Search the data for the word "الحكمة" and copy out every line that has it.

********************

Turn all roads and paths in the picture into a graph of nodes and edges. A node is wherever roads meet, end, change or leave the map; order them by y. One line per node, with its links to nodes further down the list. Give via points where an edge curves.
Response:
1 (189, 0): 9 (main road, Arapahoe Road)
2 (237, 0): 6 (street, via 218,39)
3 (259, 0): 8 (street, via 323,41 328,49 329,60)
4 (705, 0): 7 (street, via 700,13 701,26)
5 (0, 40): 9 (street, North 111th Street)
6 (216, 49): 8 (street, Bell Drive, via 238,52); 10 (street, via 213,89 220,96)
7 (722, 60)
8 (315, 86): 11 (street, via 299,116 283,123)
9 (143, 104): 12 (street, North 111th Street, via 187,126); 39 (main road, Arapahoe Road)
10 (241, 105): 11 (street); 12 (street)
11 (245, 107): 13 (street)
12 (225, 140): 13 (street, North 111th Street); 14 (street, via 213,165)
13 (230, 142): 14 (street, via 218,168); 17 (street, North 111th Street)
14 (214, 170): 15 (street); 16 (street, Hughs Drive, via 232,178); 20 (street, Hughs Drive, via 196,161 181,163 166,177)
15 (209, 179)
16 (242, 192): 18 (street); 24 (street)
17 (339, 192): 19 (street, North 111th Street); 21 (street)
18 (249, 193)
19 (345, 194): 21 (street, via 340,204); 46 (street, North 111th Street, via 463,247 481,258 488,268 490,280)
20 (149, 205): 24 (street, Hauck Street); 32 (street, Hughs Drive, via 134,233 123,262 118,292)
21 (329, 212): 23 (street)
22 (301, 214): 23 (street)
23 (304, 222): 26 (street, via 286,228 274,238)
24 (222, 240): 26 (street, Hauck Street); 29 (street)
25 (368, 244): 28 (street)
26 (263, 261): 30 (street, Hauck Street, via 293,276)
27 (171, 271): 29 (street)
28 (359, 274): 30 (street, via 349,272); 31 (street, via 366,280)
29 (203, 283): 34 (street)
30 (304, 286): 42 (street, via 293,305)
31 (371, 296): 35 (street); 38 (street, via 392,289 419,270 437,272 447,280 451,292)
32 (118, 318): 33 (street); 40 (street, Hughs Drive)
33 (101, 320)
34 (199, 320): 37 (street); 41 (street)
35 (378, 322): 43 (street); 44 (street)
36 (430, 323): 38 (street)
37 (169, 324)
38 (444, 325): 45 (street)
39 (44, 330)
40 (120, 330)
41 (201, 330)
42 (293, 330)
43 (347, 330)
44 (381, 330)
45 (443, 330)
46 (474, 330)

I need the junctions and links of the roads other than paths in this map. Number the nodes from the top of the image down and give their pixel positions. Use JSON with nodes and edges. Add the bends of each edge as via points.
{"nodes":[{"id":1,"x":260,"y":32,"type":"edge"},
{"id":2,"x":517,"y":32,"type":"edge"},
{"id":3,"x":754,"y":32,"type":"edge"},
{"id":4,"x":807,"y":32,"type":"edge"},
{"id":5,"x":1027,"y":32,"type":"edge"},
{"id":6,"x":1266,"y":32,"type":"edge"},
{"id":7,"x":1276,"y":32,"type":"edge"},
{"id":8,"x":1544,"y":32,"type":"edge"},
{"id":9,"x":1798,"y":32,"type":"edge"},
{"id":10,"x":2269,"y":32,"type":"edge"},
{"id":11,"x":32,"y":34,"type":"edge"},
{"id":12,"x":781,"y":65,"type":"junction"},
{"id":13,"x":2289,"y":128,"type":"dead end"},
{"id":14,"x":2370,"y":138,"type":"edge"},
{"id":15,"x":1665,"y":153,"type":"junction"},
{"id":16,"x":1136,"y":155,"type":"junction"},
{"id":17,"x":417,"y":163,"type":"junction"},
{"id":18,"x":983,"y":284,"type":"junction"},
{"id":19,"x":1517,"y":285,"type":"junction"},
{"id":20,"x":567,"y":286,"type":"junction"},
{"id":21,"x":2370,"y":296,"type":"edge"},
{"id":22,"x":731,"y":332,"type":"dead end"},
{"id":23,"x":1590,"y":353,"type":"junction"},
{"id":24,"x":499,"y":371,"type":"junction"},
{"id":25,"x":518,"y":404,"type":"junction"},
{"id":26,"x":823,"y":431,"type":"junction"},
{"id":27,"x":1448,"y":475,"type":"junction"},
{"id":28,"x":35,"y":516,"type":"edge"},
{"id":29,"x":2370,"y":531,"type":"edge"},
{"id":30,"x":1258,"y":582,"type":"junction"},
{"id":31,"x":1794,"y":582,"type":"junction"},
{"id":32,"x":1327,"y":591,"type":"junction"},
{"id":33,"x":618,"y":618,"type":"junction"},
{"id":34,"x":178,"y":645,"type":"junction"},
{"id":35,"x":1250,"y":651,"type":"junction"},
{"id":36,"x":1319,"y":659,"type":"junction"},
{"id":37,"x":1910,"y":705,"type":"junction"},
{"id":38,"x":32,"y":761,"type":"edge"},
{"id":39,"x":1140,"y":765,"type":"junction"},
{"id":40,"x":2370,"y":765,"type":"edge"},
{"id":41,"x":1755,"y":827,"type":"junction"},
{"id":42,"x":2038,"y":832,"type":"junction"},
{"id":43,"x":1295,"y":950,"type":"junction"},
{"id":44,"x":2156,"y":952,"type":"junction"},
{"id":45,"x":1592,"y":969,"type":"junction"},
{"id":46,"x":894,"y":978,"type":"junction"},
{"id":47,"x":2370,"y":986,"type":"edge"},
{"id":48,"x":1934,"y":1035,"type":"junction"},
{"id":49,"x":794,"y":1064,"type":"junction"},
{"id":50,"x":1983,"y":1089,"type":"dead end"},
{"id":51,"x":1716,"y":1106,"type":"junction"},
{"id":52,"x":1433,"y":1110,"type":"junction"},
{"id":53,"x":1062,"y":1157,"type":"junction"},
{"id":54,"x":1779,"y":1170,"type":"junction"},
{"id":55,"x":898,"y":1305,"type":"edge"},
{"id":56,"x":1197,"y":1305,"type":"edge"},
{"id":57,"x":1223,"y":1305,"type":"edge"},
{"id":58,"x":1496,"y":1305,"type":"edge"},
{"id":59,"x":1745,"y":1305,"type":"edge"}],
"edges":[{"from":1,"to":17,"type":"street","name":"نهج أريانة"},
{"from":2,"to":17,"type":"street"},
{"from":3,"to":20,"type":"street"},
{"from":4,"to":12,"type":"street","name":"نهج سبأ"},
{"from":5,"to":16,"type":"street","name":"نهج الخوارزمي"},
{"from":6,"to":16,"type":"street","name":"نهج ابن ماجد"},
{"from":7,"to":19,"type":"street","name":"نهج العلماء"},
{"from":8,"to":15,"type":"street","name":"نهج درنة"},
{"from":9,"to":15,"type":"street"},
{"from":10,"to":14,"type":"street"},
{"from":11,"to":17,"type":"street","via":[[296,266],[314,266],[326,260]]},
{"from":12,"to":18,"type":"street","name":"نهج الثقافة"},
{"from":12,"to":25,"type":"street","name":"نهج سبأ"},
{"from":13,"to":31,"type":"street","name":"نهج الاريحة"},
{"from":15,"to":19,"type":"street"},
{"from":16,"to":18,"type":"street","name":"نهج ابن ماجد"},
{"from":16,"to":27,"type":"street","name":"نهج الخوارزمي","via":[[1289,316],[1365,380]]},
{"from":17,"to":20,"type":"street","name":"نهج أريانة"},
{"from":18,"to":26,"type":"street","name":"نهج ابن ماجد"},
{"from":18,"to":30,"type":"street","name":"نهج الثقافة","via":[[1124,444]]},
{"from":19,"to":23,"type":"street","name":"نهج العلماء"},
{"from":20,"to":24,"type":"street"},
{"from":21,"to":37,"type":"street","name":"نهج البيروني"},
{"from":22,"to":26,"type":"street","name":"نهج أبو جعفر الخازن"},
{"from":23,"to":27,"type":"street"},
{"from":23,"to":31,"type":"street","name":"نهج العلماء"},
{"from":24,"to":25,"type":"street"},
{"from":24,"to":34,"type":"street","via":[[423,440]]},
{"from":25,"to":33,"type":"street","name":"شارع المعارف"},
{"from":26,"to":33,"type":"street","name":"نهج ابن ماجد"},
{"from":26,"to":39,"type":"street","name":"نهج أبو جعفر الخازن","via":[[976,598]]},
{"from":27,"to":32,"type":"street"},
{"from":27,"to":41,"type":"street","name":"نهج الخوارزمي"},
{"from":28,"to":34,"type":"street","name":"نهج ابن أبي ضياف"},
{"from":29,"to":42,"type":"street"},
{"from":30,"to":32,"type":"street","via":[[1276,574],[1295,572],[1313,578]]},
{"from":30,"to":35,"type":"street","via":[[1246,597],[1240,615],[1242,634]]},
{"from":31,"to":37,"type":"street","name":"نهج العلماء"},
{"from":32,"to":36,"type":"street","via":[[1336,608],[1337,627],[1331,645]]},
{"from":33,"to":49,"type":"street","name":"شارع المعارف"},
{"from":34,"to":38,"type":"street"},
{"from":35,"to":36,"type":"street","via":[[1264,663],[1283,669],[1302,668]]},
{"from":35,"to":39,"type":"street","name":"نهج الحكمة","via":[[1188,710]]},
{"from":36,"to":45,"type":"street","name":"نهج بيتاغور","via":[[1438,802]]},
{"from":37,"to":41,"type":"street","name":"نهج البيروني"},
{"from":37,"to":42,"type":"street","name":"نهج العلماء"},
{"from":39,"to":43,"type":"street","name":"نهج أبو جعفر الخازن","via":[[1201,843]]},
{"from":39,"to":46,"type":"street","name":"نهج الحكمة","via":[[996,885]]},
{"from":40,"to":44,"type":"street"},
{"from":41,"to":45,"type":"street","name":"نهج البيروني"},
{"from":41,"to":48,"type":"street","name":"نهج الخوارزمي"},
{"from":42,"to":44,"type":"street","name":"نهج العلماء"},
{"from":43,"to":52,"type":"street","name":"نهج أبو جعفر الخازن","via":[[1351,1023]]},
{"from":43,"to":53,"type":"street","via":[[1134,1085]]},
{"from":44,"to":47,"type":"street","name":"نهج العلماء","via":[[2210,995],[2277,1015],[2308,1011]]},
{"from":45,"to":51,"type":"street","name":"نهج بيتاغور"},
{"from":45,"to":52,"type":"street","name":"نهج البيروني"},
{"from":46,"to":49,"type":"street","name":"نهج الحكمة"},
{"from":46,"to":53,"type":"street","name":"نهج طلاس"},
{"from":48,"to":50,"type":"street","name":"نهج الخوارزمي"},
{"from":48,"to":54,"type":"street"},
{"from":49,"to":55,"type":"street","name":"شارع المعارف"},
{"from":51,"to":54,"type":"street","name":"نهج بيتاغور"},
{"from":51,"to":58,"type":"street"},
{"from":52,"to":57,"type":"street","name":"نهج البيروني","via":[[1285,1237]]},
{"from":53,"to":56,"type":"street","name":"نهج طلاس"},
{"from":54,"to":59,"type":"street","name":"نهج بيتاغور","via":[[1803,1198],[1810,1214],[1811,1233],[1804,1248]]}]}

********************

# [YOUR RESPONSE]
{"from":35,"to":39,"type":"street","name":"نهج الحكمة","via":[[1188,710]]},
{"from":39,"to":46,"type":"street","name":"نهج الحكمة","via":[[996,885]]},
{"from":46,"to":49,"type":"street","name":"نهج الحكمة"},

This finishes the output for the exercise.